Tamara D. Herold received her Ph.D. in criminal justice from the University of Cincinnati. She uses the crime science perspective to study the criminogenic impact of the design and management of places, as well as crowd dynamics that lead to violence. Her research and teaching projects involve working directly with police, private security, and stadium/venue operators. She has authored numerous scholarly articles, books, technical reports, and problem-oriented policing guides sponsored by the U.S. Department of Justice.

Herold co-developed the nationally recognized violence reduction strategy P.I.V.O.T. (Place-based Investigations of Violent Offender Territories). P.I.V.O.T. is designed to stop shootings in chronically violent urban locations.

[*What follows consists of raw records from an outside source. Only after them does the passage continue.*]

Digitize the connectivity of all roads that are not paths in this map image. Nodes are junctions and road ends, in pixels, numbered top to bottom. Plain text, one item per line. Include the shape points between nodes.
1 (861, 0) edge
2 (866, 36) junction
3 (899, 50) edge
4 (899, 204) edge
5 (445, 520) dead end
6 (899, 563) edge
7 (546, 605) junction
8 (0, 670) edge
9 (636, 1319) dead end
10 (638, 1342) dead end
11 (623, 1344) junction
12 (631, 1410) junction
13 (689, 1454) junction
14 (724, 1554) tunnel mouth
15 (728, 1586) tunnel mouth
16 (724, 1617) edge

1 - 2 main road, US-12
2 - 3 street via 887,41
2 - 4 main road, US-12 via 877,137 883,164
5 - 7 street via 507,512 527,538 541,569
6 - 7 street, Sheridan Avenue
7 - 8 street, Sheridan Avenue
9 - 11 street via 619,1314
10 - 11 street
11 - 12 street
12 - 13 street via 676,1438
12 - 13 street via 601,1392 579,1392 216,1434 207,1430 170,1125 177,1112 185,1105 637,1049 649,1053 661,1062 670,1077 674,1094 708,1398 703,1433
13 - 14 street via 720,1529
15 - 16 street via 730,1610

Police, city departments, and local communities work together to disrupt opportunities for violence, using a problem-oriented approach that focuses on uncovering and dismantling place-networks that permit violent activities. In 2017, P.I.V.O.T. was awarded the international Herman Goldstein Award for Excellence in Problem-Oriented Policing. 

A Teaching and Learning Center Fellow at UNLV, Herold has been the recipient of the CSUN Faculty Excellence Award, the College of Urban Affairs Teaching Award, and UNLV’s Spanos Distinguished Teaching Award.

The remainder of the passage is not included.